C2C12 is an immortalized mouse myoblast cell line. The C2C12 cell line is a subclone of myoblasts that were originally obtained by Yaffe and Saxel at the Weizmann Institute of Science in Israel in 1977. Developed for in vitro studies of myoblasts isolated from the complex interactions of in vivo conditions, C2C12 cells are useful in biomedical research. These cells are capable of rapid proliferation under high serum conditions and differentiation into myotubes under low serum conditions. Mononucleated myoblasts can later fuse to form multinucleated myotubes under low serum conditions or starvation, leading to the precursors of contractile skeletal muscle cells in the process of myogenesis. C2C12 cells are used to study the differentiation of myoblasts, osteoblasts, and myogenesis, to express various target proteins, and to explore mechanistic biochemical pathways.

== Morphology ==
Wild-type C2C12 cells have a radial branching morphology consisting of long fibers extending in many directions. C2C12 cells can be cultured in a variety of conditions to induce specific responses of interest. For example, assisted by the cell line's high differentiation rate and fusion rate, fibronectin templates can be micro-plated to petri dishes or cell culture flasks in order to induce specific growth patterns, such as that of skeletal muscle cell interactions with extracellular matrix components. The introduction of adhesion molecules can alter the growth pattern of C2C12 cells to a longitudinal distribution exhibiting polarity. There are many ways to regulate the shape of C2C12 myoblasts genetically and environmentally, from stress, to cytoskeleton alteration, to growth factors. The scaffolding of C2C12 cells is particularly important for studying muscle tissue regeneration post-injury or after tissue wasting due to disease or ICU rehabilitation.

== Uses in research ==
C2C12 cells have been shown to effectively incorporate exogenous cDNA and nucleic acids by transfection. In the piloting research originally conducted by Yaffe and Saxel, C2C12 were obtained through serial passage of myoblasts cultured from the thigh muscle of C3H mice after crush injury. In their study, a set of C2C12 cells were cultured from normal mouse myoblasts, which were cultured from two-month-old C3H mice after crush injury. Within two days, the normal cells differentiated into spindle-shaped mononucleated myoblasts. After four days, multinucleated myotube networks formed, and a few days after, sarcomeres and Z-lines could be observed. In contrast, the dystrophic cells formed shortened fibers covered in fibroblasts, a hallmark of muscle wasting.

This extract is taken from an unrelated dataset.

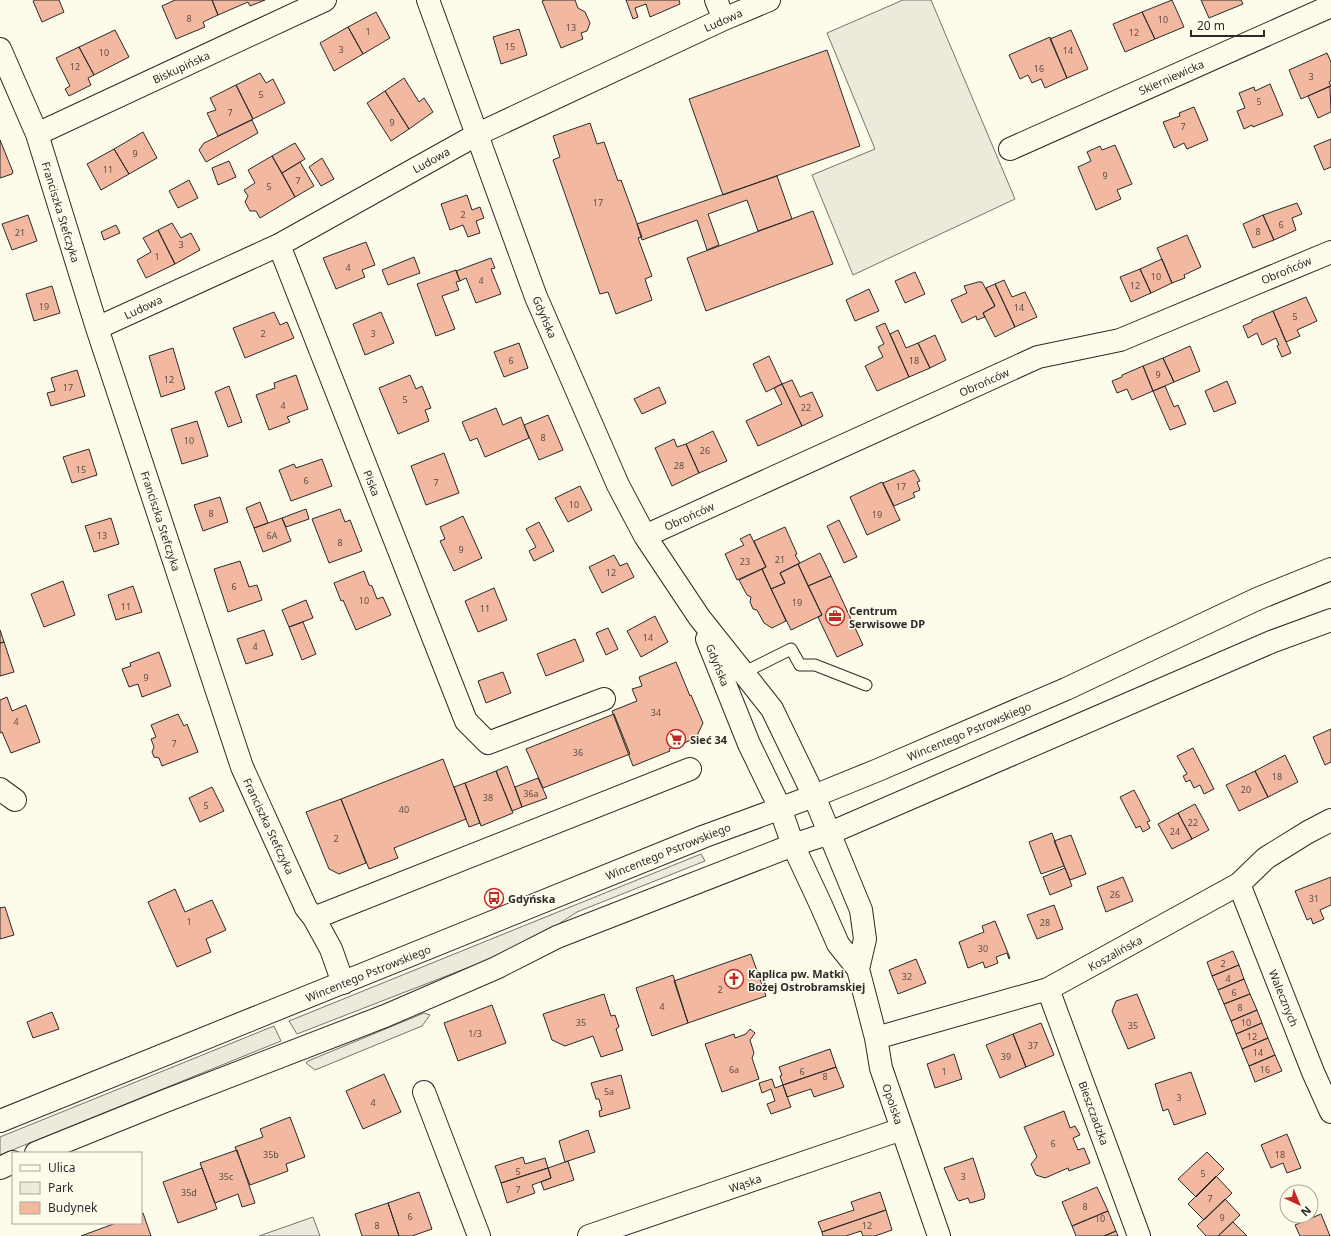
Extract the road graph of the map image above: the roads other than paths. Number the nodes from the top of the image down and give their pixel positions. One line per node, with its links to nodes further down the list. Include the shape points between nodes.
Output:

C2C12 cells demonstrate rapid development and maturation into functional skeletal muscle cells or cardiac muscle cells, having the ability to contract and generate force. The rate of muscle formation from C2C12 cells can be controlled by the introduction of loss-of-functions genes vital for the fusion of myoblasts and myogenesis. Under necrotic conditions, such as tumor necrosis factor alpha (TNF-α), direct protein loss, particularly myosin heavy chain protein, in C2C12 skeletal muscle cells has been shown. C2C12 cells were used to elucidate inactivated X chromosome (Xi) replication during early S-phase of the cell cycle and is regulated epigenetically. C2C12 cells are especially convenient for studying the cell cycle due to its high division rate.

Most laboratories today use the C2C12 subclone developed by Helen Blau from the original cell line by Yaffe and Saxel. These cells are immortalized, which means that they proliferate indefinitely due to a genetic mutation. The mutation that causes this in C2C12 skeletal muscle cells is believed to be in the INK4a gene (CDKN2A).

== Electrical pulse stimulation ==
Electrical pulse stimulation (EPS) is an in vitro method used to mimic muscle contraction in cultured cells, enabling the study of exercise‐related adaptations such as changes in metabolism, mitochondrial function, and gene expression. In C2C12 myotubes, EPS can be applied to investigate processes like glucose uptake, insulin sensitivity, and muscle fatigue. A systematic review of 54 published studies found that the most commonly used settings include a voltage of 10–20 V, pulse duration of 2 ms, a frequency of 1 Hz, and stimulation periods of around 24 hours. The exact protocol should be determined based on the goal of the experiment.